Ente Morale D.L. 5 aprile 1945, n. 224

Ente Morale D.L. 5 aprile 1945, n. 224
MAIL: anpigenovapra869@gmail.com - TEL: 3463002468

approfondimento:

QUANDO ERANO GLI ITALIANI AD EMIGRARE – parte prima

NOVECENTO
Fra gli ultimi vent’anni del XIX secolo e i primi del XX secolo, furono milioni gli italiani che scelsero la via dell’emigrazione come tentativo di miglioramento della propria vita. In particolare, alla fine dell’Ottocento, l’Italia, da poco unita, era un Paese nel quale le diseguaglianze sociali, l’analfabetismo e la miseria la facevano da padrone.
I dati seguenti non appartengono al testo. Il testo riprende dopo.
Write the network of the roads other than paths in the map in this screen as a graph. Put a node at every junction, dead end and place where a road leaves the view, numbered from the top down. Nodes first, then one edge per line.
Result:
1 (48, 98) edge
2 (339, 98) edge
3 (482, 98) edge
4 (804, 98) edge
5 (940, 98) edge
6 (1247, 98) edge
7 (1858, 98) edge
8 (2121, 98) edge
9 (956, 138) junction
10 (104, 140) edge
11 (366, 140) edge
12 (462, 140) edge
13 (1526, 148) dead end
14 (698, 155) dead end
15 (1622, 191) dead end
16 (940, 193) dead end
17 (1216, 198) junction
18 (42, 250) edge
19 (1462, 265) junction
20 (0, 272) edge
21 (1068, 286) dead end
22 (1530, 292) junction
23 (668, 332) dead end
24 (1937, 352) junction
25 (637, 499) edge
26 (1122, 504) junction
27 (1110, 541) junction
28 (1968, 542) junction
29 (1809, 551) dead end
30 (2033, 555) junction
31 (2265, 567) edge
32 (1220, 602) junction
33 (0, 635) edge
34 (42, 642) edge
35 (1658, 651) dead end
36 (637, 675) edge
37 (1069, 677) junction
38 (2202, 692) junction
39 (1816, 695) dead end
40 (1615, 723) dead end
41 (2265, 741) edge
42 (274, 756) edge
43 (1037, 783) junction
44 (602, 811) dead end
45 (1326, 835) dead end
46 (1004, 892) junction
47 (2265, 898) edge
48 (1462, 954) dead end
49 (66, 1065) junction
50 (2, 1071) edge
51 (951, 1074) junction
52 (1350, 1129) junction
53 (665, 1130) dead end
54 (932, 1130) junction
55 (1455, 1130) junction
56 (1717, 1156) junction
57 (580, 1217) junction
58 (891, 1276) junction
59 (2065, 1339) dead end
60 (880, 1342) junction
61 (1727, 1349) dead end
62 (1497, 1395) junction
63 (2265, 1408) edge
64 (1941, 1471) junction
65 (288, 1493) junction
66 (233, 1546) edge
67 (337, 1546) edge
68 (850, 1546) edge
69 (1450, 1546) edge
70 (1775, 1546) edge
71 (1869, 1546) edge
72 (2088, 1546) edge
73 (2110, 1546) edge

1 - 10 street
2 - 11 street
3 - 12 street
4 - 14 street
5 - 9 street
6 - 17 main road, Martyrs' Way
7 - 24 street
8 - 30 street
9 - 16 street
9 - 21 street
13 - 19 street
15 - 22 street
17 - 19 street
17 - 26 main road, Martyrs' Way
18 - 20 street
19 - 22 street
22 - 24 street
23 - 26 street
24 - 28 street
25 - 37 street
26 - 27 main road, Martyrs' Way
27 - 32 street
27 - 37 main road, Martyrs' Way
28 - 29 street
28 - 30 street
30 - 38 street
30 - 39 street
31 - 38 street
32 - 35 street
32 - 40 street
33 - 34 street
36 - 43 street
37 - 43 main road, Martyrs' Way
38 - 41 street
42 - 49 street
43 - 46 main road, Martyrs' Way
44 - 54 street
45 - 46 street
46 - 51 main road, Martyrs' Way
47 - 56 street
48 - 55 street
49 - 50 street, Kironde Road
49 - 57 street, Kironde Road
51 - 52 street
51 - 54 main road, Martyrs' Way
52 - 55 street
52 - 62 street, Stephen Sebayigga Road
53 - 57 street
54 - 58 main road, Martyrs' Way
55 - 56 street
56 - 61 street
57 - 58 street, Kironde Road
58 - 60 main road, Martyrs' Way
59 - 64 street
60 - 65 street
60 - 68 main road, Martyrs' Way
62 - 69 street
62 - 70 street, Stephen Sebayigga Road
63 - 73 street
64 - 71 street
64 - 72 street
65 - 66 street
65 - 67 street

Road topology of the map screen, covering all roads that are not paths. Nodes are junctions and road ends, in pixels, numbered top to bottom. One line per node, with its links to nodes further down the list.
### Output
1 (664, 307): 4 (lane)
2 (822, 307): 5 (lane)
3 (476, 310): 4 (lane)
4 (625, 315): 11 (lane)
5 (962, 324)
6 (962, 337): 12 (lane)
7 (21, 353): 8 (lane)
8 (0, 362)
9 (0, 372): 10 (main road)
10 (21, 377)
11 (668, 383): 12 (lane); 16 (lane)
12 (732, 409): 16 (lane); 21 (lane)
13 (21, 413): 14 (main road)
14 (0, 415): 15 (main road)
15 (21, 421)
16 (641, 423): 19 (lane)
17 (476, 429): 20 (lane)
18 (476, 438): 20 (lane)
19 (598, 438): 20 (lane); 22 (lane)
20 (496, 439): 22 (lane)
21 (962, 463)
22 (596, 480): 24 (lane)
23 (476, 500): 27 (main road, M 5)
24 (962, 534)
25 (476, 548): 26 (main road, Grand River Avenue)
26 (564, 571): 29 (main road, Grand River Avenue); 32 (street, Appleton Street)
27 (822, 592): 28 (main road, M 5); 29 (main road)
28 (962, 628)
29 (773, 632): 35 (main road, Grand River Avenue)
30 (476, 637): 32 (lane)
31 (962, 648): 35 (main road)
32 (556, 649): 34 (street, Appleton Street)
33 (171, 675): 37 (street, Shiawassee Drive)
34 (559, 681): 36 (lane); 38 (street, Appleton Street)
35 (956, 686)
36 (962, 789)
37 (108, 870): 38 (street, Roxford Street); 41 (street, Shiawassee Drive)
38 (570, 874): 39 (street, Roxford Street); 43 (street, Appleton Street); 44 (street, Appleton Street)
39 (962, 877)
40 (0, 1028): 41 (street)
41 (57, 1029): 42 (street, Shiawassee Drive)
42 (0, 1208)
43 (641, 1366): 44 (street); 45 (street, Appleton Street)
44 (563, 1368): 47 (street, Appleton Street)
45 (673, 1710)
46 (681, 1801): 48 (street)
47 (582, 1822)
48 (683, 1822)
L’agricoltura e l’industria erano concentrate nelle mani di grandi proprietari e capitalisti che avevano mano libera nello sfruttare la manodopera e le famiglie molto spesso pativano addirittura la fame e gli stenti. Di fronte a tale quadro, il miraggio di rifarsi una vita come operai o agricoltori nelle Americhe (nord e sud) spinse, come si è detto, milioni di persone ad emigrare. Come accade oggi, sugli emigranti si costituì una vera e propria rete di interessi legali e non, a partire dalle grandi agenzie proprietarie delle navi, sino agli uffici che emettevano i vari permessi necessari all’emigrazione, passando per gli sfruttatori nei Paesi ove giungevano, molto spesso gente senza scrupoli che trattava i nostri emigrati come bestie.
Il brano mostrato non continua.